When word got out about the curriculum, sexual-health experts affiliated with the CDC were taken by surprise. The agency had posted no request for proposals. It had put on no competitive bidding process. Instead, the earmark was all the Medical Institute needed. Earmarks may be business as usual when it comes to building bridges or museums. But in academic public health, they are almost unheard of. "I worked for CDC between 1985 and 1989 and have worked closely with them since leaving, and have never seen this type of funding mechanism for STD-related work," says Jonathan Zenilman, chief of the Infectious Diseases Division at Johns Hopkins Bayview Medical Center.
In 2000, the Medical Institute was instrumental in getting the National Institutes of Health to conduct a large-scale assessment of the effectiveness of condoms. The NIH report, issued in 2001, confirmed that correct and consistent use of condoms can prevent heterosexual transmission of HIV and gonorrhea. But it said there wasn't enough data to support the same conclusion about herpes, chlamydia—and the human papillomavirus. HPV quickly became a favorite talking point for conservatives because the virus can cause cervical cancer, although the risks are low for women who receive regular pap smears.
The Medical Institute had a field day with HPV. In January 2004, it put out a paper called "Human Papilloma Virus: A Major Unrecognized Epidemic," which Hager co-authored with Dr. Freda Bush, a member of the Institute's National Advisory Board. Two months later, at Congressional hearings on HPV, Bush testified, "We must stop promoting methods that are known to have high failure rates in preventing HPV transmission, notably the condom. … We must continue to emphasize highly effective methods of prevention, namely abstinence, whenever possible." Most public-health experts support encouraging teenagers to remain abstinent for as long as possible. But persuading them not to have sex by arguing that condoms don't offer meaningful protection just doesn't work.

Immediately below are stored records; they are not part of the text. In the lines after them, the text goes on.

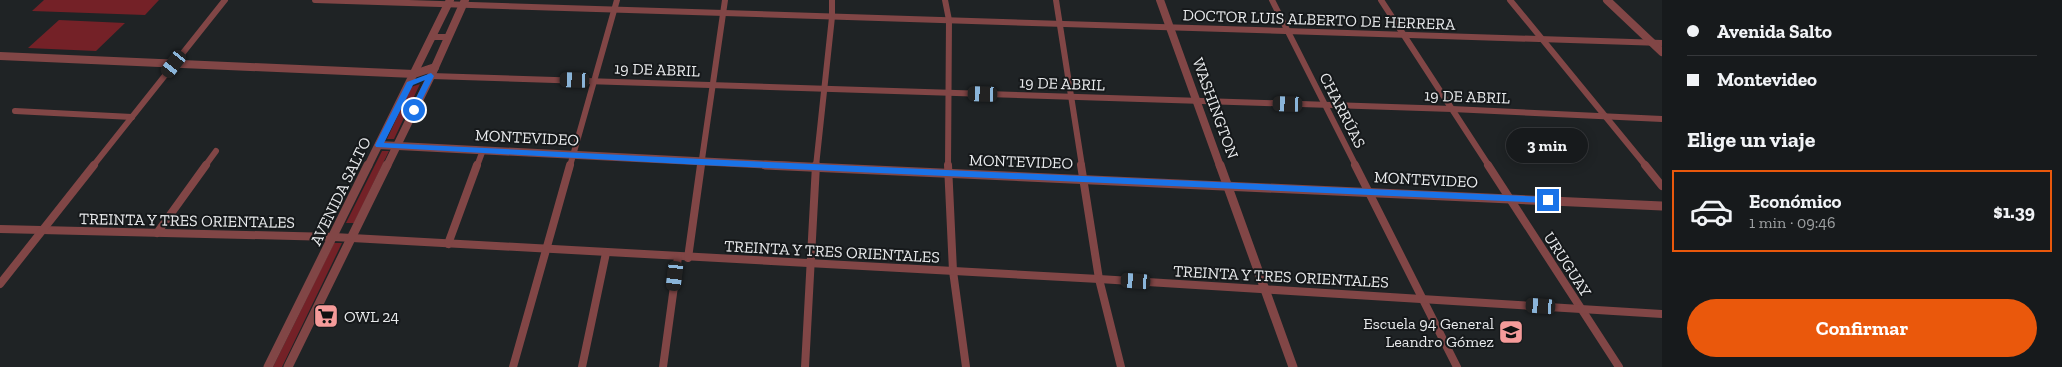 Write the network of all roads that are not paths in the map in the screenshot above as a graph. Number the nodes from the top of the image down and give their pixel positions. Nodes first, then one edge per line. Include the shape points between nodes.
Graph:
1 (225, 0) edge
2 (315, 0) edge
3 (617, 0) edge
4 (725, 0) edge
5 (832, 0) edge
6 (946, 0) edge
7 (1056, 0) edge
8 (1160, 0) edge
9 (1272, 0) edge
10 (1381, 0) edge
11 (1510, 0) edge
12 (1607, 0) edge
13 (449, 2) edge
14 (464, 2) edge
15 (615, 8) junction
16 (723, 12) junction
17 (832, 17) junction
18 (948, 20) junction
19 (1059, 24) junction
20 (1171, 28) junction
21 (1288, 32) junction
22 (1404, 35) junction
23 (432, 37) junction
24 (447, 38) junction
25 (1542, 40) junction
26 (1652, 42) junction
27 (1662, 43) edge
28 (1662, 52) edge
29 (0, 56) edge
30 (174, 64) junction
31 (433, 71) junction
32 (414, 74) junction
33 (593, 81) junction
34 (410, 83) junction
35 (713, 85) junction
36 (824, 89) junction
37 (949, 92) junction
38 (1069, 97) junction
39 (1197, 101) junction
40 (1325, 106) junction
41 (1452, 109) junction
42 (15, 111) dead end
43 (1605, 115) junction
44 (132, 118) junction
45 (1662, 119) edge
46 (379, 145) junction
47 (396, 145) junction
48 (483, 150) junction
49 (216, 151) dead end
50 (573, 155) junction
51 (702, 162) junction
52 (816, 167) junction
53 (948, 173) junction
54 (1082, 178) junction
55 (1227, 185) junction
56 (1662, 186) edge
57 (1368, 192) junction
58 (1510, 198) junction
59 (1662, 206) edge
60 (0, 229) edge
61 (43, 230) junction
62 (157, 233) junction
63 (334, 237) junction
64 (352, 239) junction
65 (448, 244) junction
66 (546, 250) junction
67 (606, 253) junction
68 (678, 257) junction
69 (688, 258) junction
70 (809, 264) junction
71 (953, 271) junction
72 (1099, 279) junction
73 (0, 284) edge
74 (1265, 289) junction
75 (1423, 298) junction
76 (1581, 309) junction
77 (1662, 314) edge
78 (268, 367) edge
79 (288, 367) edge
80 (513, 367) edge
81 (582, 367) edge
82 (663, 367) edge
83 (805, 367) edge
84 (966, 367) edge
85 (1121, 367) edge
86 (1293, 367) edge
87 (1457, 367) edge
88 (1619, 367) edge

1 - 30 street
2 - 13 street, DOCTOR LUIS ALBERTO DE HERRERA
3 - 15 street
4 - 16 street
5 - 17 street
6 - 18 street
7 - 19 street
8 - 20 street, WASHINGTON
9 - 21 street, CHARRÚAS
10 - 22 street, URUGUAY
11 - 25 street
12 - 26 street
13 - 14 street, DOCTOR LUIS ALBERTO DE HERRERA
13 - 23 street, AVENIDA SALTO
14 - 15 street, DOCTOR LUIS ALBERTO DE HERRERA
14 - 24 street, AVENIDA SALTO
15 - 16 street, DOCTOR LUIS ALBERTO DE HERRERA
15 - 33 street
16 - 17 street, DOCTOR LUIS ALBERTO DE HERRERA
16 - 35 street
17 - 18 street, DOCTOR LUIS ALBERTO DE HERRERA
17 - 36 street
18 - 19 street, DOCTOR LUIS ALBERTO DE HERRERA
18 - 37 street
19 - 20 street, DOCTOR LUIS ALBERTO DE HERRERA
19 - 38 street
20 - 21 street, DOCTOR LUIS ALBERTO DE HERRERA
20 - 39 street, WASHINGTON
21 - 22 street, DOCTOR LUIS ALBERTO DE HERRERA
21 - 40 street, CHARRÚAS
22 - 25 street, DOCTOR LUIS ALBERTO DE HERRERA
22 - 41 street, URUGUAY
23 - 24 street
23 - 32 street, AVENIDA SALTO
24 - 31 street, AVENIDA SALTO
25 - 26 street, DOCTOR LUIS ALBERTO DE HERRERA
25 - 43 street
26 - 27 street, DOCTOR LUIS ALBERTO DE HERRERA
26 - 28 street
29 - 30 street
30 - 32 street
30 - 44 street
31 - 32 street
31 - 33 street, 19 DE ABRIL
31 - 34 street
31 - 47 street, AVENIDA SALTO
32 - 34 street, AVENIDA SALTO
33 - 35 street, 19 DE ABRIL
33 - 50 street
34 - 46 street, AVENIDA SALTO
35 - 36 street, 19 DE ABRIL
35 - 51 street
36 - 37 street, 19 DE ABRIL
36 - 52 street
37 - 38 street, 19 DE ABRIL
37 - 53 street
38 - 39 street, 19 DE ABRIL
38 - 54 street
39 - 40 street, 19 DE ABRIL
39 - 55 street, WASHINGTON
40 - 41 street, 19 DE ABRIL
40 - 57 street, CHARRÚAS
41 - 43 street, 19 DE ABRIL
41 - 58 street, URUGUAY
42 - 44 street
43 - 45 street, 19 DE ABRIL
43 - 56 street
44 - 61 street
46 - 47 street, MONTEVIDEO
46 - 63 street, AVENIDA SALTO
47 - 48 street, MONTEVIDEO
47 - 64 street, AVENIDA SALTO
48 - 50 street, MONTEVIDEO
48 - 65 street
49 - 62 street
50 - 51 street, MONTEVIDEO
50 - 66 street
51 - 52 street, MONTEVIDEO
51 - 69 street
52 - 53 street, MONTEVIDEO
52 - 70 street
53 - 54 street, MONTEVIDEO
53 - 71 street
54 - 55 street, MONTEVIDEO
54 - 72 street
55 - 57 street, MONTEVIDEO
55 - 74 street, WASHINGTON
57 - 58 street, MONTEVIDEO
57 - 75 street, CHARRÚAS
58 - 59 street, MONTEVIDEO
58 - 76 street, URUGUAY
60 - 61 street, TREINTA Y TRES ORIENTALES
61 - 62 street, TREINTA Y TRES ORIENTALES
61 - 73 street
62 - 63 street, TREINTA Y TRES ORIENTALES
63 - 64 street, TREINTA Y TRES ORIENTALES
63 - 78 street, AVENIDA SALTO
64 - 65 street, TREINTA Y TRES ORIENTALES
64 - 79 street, AVENIDA SALTO
65 - 66 street, TREINTA Y TRES ORIENTALES
66 - 67 street, TREINTA Y TRES ORIENTALES
66 - 80 street
67 - 68 street, TREINTA Y TRES ORIENTALES
67 - 81 street
68 - 69 street, TREINTA Y TRES ORIENTALES
68 - 82 street
69 - 70 street, TREINTA Y TRES ORIENTALES
70 - 71 street, TREINTA Y TRES ORIENTALES
70 - 83 street
71 - 72 street, TREINTA Y TRES ORIENTALES
71 - 84 street
72 - 74 street, TREINTA Y TRES ORIENTALES
72 - 85 street
74 - 75 street, TREINTA Y TRES ORIENTALES
74 - 86 street, WASHINGTON
75 - 76 street, TREINTA Y TRES ORIENTALES
75 - 87 street, CHARRÚAS
76 - 77 street, TREINTA Y TRES ORIENTALES
76 - 88 street, URUGUAY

There is no credible evidence showing that any abstinence-only program has been effective in lowering the rate of STDs. By contrast, there is substantial evidence to show that teaching people to protect themselves by using condoms can successfully reduce the spread of disease.

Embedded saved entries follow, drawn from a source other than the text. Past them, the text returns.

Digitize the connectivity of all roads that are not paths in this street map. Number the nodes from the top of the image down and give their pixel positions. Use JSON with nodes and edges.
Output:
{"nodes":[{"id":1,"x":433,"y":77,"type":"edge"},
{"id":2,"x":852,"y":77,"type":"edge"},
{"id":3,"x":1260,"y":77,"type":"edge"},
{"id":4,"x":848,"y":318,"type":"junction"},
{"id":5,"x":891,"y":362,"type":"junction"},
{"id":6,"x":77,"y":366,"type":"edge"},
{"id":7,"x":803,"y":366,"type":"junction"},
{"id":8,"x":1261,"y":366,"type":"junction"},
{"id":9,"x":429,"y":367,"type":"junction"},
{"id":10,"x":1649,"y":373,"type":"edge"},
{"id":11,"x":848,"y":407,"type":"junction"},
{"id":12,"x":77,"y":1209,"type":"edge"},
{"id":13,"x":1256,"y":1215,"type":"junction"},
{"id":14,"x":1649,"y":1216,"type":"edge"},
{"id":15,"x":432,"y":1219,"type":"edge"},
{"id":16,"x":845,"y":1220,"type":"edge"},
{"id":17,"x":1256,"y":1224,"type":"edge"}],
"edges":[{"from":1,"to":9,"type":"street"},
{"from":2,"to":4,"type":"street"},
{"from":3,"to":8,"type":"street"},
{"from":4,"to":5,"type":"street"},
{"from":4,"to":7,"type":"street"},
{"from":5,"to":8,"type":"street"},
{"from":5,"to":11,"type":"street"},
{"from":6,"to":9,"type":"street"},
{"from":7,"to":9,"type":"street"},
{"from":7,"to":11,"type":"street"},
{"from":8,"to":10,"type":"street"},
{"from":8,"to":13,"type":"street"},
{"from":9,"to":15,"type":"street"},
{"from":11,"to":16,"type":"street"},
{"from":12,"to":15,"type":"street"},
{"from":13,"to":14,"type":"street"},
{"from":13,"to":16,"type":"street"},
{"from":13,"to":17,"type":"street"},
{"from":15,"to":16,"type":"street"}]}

And since the NIH report on condoms came out five years ago, a substantial body of new research has demonstrated that condoms do, in fact, prevent herpes, gonorrhea, chlamydia—and HPV. A recent study by epidemiologist Rachel Winer found that over a period of eight months, women who used condoms 100 percent of the time were about 70 percent less likely to acquire a new genital HPV infection than women who used condoms less than 5 percent of the time.

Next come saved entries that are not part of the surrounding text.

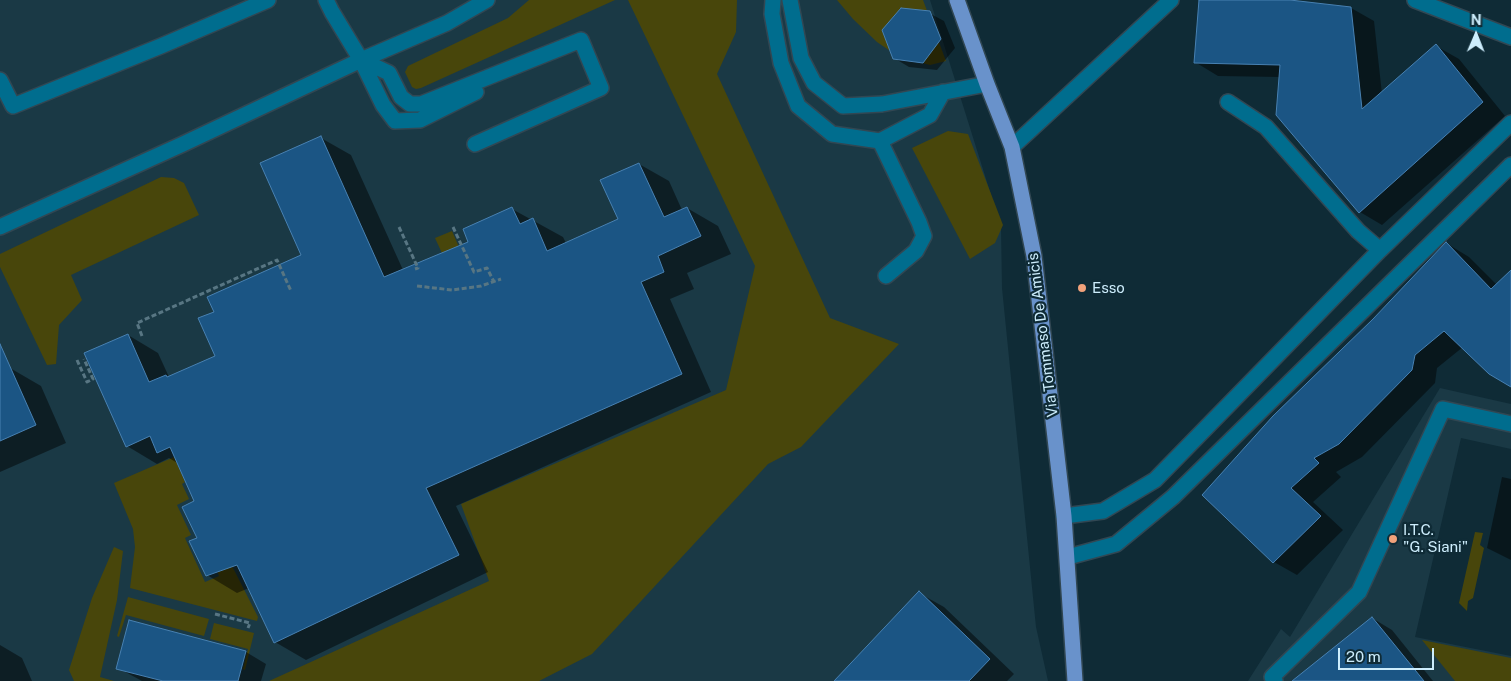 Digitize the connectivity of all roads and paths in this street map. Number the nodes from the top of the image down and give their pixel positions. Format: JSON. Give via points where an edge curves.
{"nodes":[{"id":1,"x":268,"y":0,"type":"edge"},
{"id":2,"x":326,"y":0,"type":"edge"},
{"id":3,"x":487,"y":0,"type":"edge"},
{"id":4,"x":774,"y":0,"type":"edge"},
{"id":5,"x":790,"y":0,"type":"edge"},
{"id":6,"x":957,"y":0,"type":"edge"},
{"id":7,"x":1171,"y":0,"type":"edge"},
{"id":8,"x":1415,"y":0,"type":"edge"},
{"id":9,"x":1511,"y":37,"type":"edge"},
{"id":10,"x":392,"y":47,"type":"junction"},
{"id":11,"x":562,"y":48,"type":"junction"},
{"id":12,"x":361,"y":60,"type":"junction"},
{"id":13,"x":389,"y":73,"type":"junction"},
{"id":14,"x":0,"y":80,"type":"edge"},
{"id":15,"x":987,"y":84,"type":"junction"},
{"id":16,"x":943,"y":92,"type":"junction"},
{"id":17,"x":1228,"y":102,"type":"dead end"},
{"id":18,"x":1511,"y":124,"type":"edge"},
{"id":19,"x":880,"y":141,"type":"junction"},
{"id":20,"x":475,"y":144,"type":"dead end"},
{"id":21,"x":1012,"y":147,"type":"junction"},
{"id":22,"x":1511,"y":165,"type":"edge"},
{"id":23,"x":0,"y":227,"type":"edge"},
{"id":24,"x":399,"y":227,"type":"dead end"},
{"id":25,"x":453,"y":227,"type":"dead end"},
{"id":26,"x":1380,"y":250,"type":"junction"},
{"id":27,"x":415,"y":269,"type":"dead end"},
{"id":28,"x":886,"y":276,"type":"dead end"},
{"id":29,"x":501,"y":279,"type":"dead end"},
{"id":30,"x":494,"y":282,"type":"junction"},
{"id":31,"x":417,"y":286,"type":"dead end"},
{"id":32,"x":291,"y":291,"type":"dead end"},
{"id":33,"x":142,"y":336,"type":"dead end"},
{"id":34,"x":84,"y":359,"type":"dead end"},
{"id":35,"x":77,"y":360,"type":"dead end"},
{"id":36,"x":1511,"y":424,"type":"edge"},
{"id":37,"x":1064,"y":516,"type":"junction"},
{"id":38,"x":1068,"y":557,"type":"junction"},
{"id":39,"x":215,"y":614,"type":"dead end"},
{"id":40,"x":248,"y":628,"type":"dead end"},
{"id":41,"x":1075,"y":681,"type":"edge"},
{"id":42,"x":1275,"y":681,"type":"edge"}],
"edges":[{"from":1,"to":14,"type":"street","via":[[13,106]]},
{"from":2,"to":12,"type":"street"},
{"from":3,"to":10,"type":"street","via":[[447,23]]},
{"from":4,"to":19,"type":"street","via":[[772,14],[781,63],[798,106],[832,134]]},
{"from":5,"to":16,"type":"street","via":[[801,58],[814,83],[843,106],[882,104]]},
{"from":6,"to":15,"type":"main road","name":"Via Tommaso De Amicis"},
{"from":7,"to":21,"type":"street"},
{"from":8,"to":9,"type":"street"},
{"from":10,"to":12,"type":"street"},
{"from":10,"to":13,"type":"street"},
{"from":11,"to":12,"type":"street","via":[[420,120],[396,121],[383,105]]},
{"from":11,"to":13,"type":"street","via":[[421,104],[410,104],[401,97]]},
{"from":11,"to":20,"type":"street","via":[[581,40],[601,88]]},
{"from":12,"to":13,"type":"street"},
{"from":12,"to":23,"type":"street"},
{"from":15,"to":16,"type":"street"},
{"from":15,"to":21,"type":"main road","name":"Via Tommaso De Amicis"},
{"from":16,"to":19,"type":"street","via":[[930,115]]},
{"from":17,"to":26,"type":"street","via":[[1266,127],[1358,231]]},
{"from":18,"to":26,"type":"street"},
{"from":19,"to":28,"type":"street","via":[[924,236],[916,251]]},
{"from":21,"to":37,"type":"main road","name":"Via Tommaso De Amicis","via":[[1034,256]]},
{"from":22,"to":38,"type":"street","via":[[1173,497],[1116,544]]},
{"from":24,"to":27,"type":"path","via":[[418,268]]},
{"from":25,"to":30,"type":"path","via":[[474,272],[487,268]]},
{"from":26,"to":37,"type":"street","via":[[1155,480],[1103,511]]},
{"from":29,"to":30,"type":"path"},
{"from":30,"to":31,"type":"path","via":[[452,290]]},
{"from":32,"to":33,"type":"path","via":[[277,260],[137,323]]},
{"from":34,"to":35,"type":"path","via":[[93,379],[87,382]]},
{"from":36,"to":42,"type":"street","via":[[1443,409],[1359,592],[1272,677]]},
{"from":37,"to":38,"type":"main road","name":"Via Tommaso De Amicis"},
{"from":38,"to":41,"type":"main road","name":"Via Tommaso De Amicis"},
{"from":39,"to":40,"type":"path","via":[[250,622]]}]}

Now the first vaccine to protect against the types of HPV most likely to cause cancer is close to FDA approval (a second one is also moving through the pipeline). This puts conservative groups in an awkward position. Some have fretted aloud that a successful vaccine could undermine their message that premarital sex is never safe. But opposing a cancer vaccine makes for lousy PR.
The Medical Institute says it supports the vaccine, with some caveats. Still, the institute is likely to join a conservative push to use approval of the HPV vaccine, however improbably, to kick off a fresh campaign on the limits of condoms and the dubiousness of safe sex. And soon enough, the institute will be able to reach budding doctors directly, with its very own government-funded curriculum.